> WORK TO COMPLETE
Below are the records. State how many of their lines hold the word "lane", and add nothing else.

━━━━━ RECORDS FOR THE TASK ━━━━━

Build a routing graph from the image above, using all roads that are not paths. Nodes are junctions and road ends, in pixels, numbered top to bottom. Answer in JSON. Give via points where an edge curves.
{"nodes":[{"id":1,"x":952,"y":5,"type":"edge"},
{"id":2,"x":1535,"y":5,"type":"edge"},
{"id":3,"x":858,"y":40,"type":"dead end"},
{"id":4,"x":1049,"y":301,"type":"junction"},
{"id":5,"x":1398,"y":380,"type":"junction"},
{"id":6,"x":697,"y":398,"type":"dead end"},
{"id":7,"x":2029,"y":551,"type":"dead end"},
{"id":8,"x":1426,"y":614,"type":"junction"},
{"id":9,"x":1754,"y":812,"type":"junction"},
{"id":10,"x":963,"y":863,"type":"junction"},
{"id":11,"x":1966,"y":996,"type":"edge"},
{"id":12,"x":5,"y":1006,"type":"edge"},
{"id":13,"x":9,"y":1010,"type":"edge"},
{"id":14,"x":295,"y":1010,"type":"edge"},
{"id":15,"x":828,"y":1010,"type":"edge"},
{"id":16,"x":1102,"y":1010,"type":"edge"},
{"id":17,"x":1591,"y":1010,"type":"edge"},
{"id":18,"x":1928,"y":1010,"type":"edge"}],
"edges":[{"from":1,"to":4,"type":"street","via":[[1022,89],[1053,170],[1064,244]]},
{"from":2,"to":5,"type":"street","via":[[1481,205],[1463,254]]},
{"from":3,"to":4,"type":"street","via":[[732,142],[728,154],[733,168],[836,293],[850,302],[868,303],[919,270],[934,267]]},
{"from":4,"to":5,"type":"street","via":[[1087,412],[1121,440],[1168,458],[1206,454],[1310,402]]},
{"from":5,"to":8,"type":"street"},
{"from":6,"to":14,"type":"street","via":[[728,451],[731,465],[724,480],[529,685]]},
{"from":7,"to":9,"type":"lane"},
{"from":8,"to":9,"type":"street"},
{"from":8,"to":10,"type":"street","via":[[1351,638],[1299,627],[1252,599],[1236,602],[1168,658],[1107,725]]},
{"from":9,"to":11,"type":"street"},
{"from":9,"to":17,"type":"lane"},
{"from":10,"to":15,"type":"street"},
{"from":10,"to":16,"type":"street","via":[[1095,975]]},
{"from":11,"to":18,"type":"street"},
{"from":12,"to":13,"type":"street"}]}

━━━━━
━━━━━ RECORDS FOR THE TASK ━━━━━

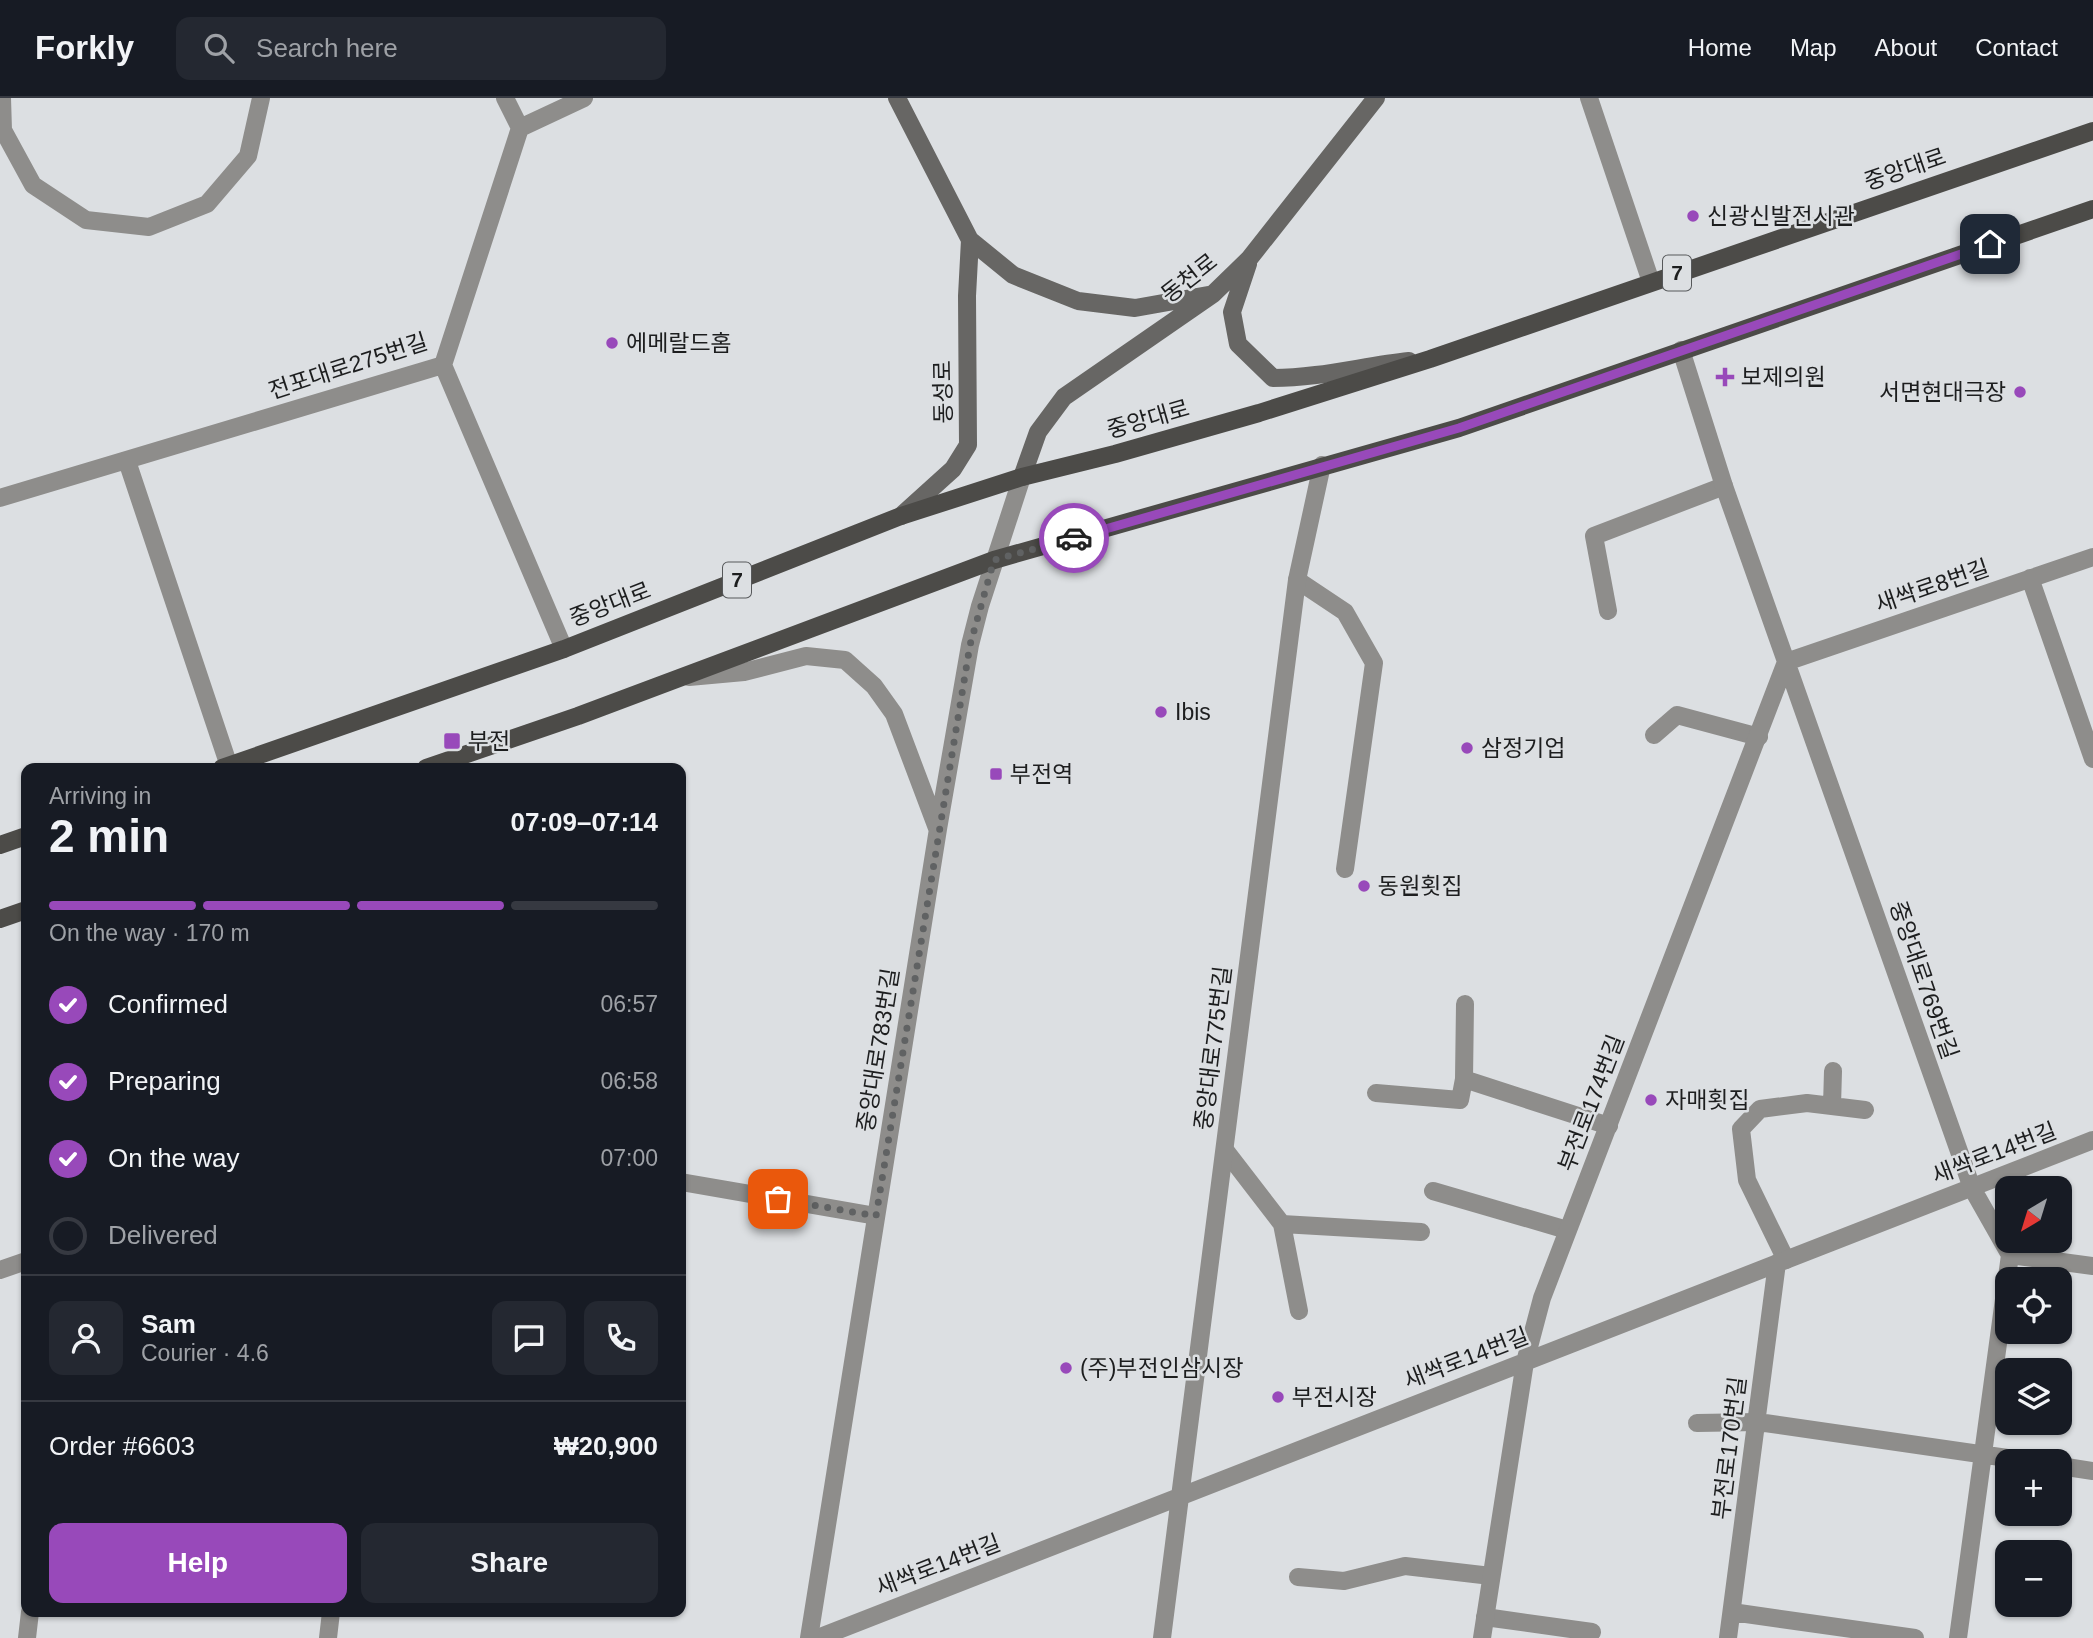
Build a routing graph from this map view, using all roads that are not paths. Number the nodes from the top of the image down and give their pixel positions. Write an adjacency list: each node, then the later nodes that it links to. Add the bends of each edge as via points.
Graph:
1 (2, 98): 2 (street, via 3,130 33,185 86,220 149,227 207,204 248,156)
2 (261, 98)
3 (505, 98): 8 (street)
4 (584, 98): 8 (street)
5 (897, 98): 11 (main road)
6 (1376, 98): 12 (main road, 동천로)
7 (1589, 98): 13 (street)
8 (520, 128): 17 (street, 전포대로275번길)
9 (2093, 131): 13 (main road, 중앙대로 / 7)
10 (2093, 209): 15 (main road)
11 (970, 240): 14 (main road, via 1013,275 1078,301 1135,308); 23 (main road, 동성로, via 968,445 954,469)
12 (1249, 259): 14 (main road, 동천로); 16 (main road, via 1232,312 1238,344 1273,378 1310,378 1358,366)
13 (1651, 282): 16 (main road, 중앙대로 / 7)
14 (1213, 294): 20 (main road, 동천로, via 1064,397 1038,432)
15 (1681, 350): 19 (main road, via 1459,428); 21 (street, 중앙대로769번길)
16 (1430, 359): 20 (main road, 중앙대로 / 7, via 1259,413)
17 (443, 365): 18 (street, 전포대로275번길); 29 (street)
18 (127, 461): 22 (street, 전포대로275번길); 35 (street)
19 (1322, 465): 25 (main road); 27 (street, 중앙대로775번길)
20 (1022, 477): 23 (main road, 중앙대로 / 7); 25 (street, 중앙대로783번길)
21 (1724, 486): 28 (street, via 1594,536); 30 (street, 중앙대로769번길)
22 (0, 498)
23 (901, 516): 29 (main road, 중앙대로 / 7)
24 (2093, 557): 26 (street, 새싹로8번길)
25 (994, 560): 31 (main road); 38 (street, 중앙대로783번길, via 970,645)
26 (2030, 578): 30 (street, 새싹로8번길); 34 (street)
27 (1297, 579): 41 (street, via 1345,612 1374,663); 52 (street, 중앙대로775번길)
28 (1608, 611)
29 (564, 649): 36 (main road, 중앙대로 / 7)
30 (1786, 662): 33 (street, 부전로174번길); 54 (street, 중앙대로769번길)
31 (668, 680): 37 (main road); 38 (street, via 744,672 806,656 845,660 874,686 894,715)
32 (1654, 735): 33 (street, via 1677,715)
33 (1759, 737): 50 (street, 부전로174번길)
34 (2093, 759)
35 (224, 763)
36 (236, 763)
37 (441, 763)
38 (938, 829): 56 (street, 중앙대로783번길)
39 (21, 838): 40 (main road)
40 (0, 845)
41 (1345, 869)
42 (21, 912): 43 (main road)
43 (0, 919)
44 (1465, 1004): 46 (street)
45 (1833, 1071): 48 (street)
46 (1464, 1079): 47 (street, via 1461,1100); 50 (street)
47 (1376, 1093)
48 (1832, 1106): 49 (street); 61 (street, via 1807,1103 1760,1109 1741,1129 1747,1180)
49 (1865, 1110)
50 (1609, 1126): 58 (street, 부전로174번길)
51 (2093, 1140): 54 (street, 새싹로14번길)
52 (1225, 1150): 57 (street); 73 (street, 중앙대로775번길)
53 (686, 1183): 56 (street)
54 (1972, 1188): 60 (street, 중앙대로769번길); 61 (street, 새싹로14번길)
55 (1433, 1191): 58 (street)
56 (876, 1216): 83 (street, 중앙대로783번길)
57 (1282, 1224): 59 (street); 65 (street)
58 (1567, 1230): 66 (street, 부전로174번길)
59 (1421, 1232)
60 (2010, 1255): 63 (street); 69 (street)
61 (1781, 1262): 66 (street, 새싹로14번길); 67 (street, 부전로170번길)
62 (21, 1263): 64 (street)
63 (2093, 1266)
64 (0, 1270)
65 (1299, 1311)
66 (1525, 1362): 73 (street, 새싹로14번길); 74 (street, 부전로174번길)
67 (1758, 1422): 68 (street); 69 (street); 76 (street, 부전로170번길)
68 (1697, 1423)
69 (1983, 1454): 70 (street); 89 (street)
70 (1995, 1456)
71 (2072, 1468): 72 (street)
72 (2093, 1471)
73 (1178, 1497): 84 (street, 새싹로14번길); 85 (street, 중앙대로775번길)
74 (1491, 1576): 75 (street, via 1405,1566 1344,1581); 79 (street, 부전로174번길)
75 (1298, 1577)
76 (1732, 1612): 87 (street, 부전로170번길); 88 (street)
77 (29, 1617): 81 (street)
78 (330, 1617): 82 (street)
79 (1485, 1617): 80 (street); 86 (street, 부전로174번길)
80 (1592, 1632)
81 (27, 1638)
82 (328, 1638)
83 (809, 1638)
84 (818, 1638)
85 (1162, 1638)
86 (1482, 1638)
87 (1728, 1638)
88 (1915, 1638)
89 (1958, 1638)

━━━━━

> FINISHED EXERCISE
2